» **WHAT YOU ARE ASKED TO DO**: When a line below holds the string "переулок", show that line.

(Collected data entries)
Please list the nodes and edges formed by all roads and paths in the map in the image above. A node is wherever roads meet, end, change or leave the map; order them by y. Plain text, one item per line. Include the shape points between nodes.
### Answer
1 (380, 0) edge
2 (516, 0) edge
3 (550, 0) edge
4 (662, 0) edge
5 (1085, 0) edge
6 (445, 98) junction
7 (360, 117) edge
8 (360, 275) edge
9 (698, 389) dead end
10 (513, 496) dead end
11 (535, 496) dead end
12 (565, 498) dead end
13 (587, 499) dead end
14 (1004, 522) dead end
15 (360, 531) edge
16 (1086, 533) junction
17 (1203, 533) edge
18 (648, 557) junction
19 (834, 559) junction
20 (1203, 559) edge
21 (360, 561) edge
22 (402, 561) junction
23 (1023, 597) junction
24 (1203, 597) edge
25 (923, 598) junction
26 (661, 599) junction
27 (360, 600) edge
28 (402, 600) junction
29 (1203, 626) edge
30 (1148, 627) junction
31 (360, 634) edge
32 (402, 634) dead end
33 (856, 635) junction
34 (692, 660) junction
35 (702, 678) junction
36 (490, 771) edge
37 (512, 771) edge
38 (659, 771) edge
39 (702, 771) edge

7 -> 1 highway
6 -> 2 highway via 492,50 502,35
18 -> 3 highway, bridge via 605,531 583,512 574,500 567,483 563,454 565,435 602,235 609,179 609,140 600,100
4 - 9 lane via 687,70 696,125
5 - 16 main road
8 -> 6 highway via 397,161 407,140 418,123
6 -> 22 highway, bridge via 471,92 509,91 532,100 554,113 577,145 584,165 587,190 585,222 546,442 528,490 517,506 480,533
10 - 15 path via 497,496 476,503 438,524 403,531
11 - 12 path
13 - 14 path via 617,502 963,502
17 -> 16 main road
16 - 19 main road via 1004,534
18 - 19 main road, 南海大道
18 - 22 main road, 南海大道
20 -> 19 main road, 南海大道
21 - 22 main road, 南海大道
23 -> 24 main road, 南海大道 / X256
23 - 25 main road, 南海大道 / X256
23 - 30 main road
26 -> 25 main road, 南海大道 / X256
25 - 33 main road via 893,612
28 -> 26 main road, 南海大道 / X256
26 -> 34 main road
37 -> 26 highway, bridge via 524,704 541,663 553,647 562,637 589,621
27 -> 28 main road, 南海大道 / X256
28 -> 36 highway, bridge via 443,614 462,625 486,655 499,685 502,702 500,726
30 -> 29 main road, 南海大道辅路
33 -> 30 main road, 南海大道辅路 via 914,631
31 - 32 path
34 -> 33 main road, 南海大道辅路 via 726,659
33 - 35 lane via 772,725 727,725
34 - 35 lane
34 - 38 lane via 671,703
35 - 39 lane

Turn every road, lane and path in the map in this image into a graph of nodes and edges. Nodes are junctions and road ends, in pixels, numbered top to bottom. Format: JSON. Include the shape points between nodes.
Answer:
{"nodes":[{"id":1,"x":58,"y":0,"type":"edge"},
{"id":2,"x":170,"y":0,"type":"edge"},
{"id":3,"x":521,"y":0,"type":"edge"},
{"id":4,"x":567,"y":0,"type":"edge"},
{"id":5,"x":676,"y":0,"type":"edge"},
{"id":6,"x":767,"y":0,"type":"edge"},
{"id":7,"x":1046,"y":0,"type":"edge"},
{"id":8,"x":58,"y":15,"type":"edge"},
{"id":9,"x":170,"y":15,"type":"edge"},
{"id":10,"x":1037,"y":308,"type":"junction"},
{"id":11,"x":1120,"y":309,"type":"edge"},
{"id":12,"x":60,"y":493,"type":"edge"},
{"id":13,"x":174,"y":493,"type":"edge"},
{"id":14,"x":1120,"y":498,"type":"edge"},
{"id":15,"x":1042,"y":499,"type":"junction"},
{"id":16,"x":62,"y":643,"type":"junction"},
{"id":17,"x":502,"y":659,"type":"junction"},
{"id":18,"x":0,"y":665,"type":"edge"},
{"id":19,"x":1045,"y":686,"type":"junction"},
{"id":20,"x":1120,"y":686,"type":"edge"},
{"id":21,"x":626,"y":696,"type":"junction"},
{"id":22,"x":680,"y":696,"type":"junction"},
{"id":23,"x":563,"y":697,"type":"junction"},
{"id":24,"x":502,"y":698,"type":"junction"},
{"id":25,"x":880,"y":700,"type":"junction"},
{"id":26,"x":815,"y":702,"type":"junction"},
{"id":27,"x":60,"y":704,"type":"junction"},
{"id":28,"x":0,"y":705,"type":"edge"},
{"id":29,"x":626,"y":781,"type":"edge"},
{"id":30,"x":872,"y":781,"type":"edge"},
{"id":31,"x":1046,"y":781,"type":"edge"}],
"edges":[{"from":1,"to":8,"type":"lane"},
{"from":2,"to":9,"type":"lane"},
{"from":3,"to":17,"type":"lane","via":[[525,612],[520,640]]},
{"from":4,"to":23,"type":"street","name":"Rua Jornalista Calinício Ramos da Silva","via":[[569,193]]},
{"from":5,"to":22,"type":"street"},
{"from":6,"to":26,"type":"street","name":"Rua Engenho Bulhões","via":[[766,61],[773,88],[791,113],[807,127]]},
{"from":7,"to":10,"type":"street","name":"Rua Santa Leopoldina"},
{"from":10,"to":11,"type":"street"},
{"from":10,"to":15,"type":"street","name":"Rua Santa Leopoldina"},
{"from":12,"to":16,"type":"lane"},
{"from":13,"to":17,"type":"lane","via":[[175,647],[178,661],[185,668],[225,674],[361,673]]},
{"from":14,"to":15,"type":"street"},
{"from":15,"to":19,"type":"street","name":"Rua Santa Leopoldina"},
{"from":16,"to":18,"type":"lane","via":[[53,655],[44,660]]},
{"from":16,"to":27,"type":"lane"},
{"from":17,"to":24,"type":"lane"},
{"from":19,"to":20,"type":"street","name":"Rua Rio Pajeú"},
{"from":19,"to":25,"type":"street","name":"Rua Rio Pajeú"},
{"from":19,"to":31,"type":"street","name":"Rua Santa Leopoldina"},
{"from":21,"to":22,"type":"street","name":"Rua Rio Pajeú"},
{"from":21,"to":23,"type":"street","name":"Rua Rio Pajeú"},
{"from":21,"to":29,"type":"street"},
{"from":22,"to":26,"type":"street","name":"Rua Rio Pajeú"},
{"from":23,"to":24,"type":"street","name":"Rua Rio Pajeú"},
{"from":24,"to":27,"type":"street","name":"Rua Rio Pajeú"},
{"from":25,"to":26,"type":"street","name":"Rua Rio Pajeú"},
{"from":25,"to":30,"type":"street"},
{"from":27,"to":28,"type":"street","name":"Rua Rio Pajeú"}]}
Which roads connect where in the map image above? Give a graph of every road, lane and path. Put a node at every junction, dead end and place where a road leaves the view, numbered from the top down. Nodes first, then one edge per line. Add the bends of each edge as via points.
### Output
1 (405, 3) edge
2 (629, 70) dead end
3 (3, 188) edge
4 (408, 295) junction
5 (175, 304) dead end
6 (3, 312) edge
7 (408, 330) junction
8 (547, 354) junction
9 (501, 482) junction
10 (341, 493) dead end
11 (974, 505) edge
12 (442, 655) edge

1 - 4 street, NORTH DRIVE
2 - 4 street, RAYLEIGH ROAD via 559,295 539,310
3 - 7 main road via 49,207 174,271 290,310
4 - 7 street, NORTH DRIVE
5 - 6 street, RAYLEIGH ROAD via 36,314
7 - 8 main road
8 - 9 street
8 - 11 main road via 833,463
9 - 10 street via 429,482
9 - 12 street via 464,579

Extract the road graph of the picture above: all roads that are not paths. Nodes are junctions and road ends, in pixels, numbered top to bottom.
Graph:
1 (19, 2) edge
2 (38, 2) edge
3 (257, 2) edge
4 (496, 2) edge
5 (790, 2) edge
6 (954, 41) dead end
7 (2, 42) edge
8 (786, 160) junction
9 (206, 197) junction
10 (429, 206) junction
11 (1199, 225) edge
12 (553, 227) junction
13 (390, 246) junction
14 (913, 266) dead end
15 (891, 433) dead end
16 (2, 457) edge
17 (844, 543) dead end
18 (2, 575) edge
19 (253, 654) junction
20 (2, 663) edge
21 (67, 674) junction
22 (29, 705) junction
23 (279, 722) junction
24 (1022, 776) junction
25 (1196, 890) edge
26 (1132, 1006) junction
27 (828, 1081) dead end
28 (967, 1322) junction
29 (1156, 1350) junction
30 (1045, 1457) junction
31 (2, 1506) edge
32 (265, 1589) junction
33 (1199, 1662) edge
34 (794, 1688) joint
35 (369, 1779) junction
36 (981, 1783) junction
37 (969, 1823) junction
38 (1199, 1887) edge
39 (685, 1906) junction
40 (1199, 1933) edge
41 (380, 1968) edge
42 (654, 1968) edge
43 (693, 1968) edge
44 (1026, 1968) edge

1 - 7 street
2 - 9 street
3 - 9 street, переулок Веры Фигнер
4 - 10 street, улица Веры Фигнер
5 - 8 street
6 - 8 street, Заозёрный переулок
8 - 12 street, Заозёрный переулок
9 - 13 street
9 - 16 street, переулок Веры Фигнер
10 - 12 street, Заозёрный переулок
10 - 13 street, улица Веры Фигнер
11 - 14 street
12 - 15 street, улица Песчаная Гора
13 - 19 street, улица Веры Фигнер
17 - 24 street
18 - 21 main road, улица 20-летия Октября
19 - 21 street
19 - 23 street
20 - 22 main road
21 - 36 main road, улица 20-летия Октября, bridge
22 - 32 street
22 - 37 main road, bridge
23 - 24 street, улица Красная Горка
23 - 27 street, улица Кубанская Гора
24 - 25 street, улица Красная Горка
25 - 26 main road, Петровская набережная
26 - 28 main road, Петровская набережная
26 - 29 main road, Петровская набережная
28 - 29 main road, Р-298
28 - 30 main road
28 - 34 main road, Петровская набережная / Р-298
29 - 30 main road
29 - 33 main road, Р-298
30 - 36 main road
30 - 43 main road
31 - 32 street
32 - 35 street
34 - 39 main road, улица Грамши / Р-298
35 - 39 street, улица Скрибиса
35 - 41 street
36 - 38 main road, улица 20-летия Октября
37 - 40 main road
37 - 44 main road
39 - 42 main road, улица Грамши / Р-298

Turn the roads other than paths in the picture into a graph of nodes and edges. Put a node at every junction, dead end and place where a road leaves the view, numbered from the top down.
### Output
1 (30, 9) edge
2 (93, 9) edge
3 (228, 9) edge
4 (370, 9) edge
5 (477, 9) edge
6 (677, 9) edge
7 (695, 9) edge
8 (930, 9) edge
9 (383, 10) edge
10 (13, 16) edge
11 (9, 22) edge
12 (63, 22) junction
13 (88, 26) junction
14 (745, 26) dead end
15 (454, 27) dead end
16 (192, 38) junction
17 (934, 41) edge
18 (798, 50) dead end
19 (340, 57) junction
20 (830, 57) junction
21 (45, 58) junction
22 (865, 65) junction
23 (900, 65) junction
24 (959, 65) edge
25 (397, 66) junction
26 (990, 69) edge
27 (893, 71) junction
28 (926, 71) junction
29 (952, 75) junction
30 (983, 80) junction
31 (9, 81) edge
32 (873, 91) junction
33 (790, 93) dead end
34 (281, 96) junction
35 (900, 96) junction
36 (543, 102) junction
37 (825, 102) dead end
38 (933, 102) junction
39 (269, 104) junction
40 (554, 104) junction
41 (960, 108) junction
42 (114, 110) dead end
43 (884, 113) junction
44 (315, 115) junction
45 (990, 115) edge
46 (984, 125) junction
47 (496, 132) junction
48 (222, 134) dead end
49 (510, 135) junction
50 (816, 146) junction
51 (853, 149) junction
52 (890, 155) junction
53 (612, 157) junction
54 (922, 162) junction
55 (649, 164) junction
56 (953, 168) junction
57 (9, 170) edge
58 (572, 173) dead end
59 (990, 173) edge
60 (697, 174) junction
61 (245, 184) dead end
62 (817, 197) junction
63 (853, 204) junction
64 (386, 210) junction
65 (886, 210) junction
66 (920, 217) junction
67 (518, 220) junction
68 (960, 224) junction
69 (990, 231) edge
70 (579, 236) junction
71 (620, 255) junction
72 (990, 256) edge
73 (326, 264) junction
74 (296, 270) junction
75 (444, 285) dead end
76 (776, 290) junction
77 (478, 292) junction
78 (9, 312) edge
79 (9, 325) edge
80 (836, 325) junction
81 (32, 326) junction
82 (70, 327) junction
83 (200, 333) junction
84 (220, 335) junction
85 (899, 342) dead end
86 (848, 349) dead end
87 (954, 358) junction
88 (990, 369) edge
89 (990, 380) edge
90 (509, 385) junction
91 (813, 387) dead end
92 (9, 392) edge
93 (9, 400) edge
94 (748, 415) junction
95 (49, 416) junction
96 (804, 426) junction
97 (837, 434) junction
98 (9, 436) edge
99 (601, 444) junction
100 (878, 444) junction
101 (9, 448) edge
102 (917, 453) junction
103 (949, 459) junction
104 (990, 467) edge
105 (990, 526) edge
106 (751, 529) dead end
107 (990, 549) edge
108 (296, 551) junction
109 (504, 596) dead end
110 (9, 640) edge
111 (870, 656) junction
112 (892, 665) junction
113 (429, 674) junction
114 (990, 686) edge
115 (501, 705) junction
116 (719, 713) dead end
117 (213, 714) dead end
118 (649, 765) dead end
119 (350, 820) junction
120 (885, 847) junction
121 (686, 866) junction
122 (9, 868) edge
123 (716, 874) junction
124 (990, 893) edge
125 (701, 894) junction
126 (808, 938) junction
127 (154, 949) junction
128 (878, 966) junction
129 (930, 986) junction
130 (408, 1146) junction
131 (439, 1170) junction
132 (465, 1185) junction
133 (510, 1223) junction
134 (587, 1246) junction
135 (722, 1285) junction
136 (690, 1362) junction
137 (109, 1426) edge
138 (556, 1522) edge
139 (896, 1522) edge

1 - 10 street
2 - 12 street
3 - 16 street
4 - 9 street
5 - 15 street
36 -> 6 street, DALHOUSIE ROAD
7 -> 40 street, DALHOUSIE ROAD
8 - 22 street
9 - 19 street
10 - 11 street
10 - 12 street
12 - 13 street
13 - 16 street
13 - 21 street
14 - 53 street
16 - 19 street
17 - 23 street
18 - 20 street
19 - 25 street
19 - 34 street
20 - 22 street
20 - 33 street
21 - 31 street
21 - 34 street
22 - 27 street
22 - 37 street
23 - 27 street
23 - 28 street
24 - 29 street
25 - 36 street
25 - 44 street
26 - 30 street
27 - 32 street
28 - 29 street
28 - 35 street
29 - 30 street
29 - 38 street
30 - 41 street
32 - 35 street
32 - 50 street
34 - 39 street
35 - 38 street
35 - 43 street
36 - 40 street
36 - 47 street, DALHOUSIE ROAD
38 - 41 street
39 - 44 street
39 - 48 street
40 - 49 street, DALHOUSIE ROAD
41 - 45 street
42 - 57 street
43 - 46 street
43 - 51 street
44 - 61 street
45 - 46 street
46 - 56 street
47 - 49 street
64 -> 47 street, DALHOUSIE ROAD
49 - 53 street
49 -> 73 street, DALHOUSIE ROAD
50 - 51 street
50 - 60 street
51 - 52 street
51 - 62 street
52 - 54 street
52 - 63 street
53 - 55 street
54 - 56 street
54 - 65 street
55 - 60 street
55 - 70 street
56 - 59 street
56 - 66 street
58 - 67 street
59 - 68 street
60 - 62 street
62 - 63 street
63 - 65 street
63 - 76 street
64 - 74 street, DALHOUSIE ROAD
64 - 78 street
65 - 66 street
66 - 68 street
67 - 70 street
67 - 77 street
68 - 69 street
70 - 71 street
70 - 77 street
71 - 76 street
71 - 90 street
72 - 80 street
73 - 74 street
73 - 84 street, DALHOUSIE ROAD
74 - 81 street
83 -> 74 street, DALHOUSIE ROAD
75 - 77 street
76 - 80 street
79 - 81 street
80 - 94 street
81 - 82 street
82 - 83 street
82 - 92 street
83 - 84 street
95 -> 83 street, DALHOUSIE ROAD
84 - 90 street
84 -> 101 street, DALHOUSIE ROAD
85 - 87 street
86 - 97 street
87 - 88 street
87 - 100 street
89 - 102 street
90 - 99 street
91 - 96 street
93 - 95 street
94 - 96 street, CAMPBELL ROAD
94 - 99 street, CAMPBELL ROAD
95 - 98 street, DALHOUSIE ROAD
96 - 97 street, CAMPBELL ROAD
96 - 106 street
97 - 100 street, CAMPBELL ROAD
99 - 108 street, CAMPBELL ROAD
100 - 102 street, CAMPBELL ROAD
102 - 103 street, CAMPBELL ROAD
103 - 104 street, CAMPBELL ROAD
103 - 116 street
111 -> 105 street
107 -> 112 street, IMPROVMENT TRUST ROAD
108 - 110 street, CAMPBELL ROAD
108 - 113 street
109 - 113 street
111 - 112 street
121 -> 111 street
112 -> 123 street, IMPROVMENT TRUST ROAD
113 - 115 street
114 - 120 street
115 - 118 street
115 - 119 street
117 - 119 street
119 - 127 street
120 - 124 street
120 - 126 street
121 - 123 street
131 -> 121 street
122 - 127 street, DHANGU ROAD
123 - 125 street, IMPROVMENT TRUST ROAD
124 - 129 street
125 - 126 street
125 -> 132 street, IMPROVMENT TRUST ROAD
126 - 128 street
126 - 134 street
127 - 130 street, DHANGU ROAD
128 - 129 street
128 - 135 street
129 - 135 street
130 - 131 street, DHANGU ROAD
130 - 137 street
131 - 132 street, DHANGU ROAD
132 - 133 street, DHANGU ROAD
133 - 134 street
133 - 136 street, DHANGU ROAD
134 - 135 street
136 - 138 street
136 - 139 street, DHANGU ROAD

» **RESPONSE AREA**:
3 - 9 street, переулок Веры Фигнер
6 - 8 street, Заозёрный переулок
8 - 12 street, Заозёрный переулок
9 - 16 street, переулок Веры Фигнер
10 - 12 street, Заозёрный переулок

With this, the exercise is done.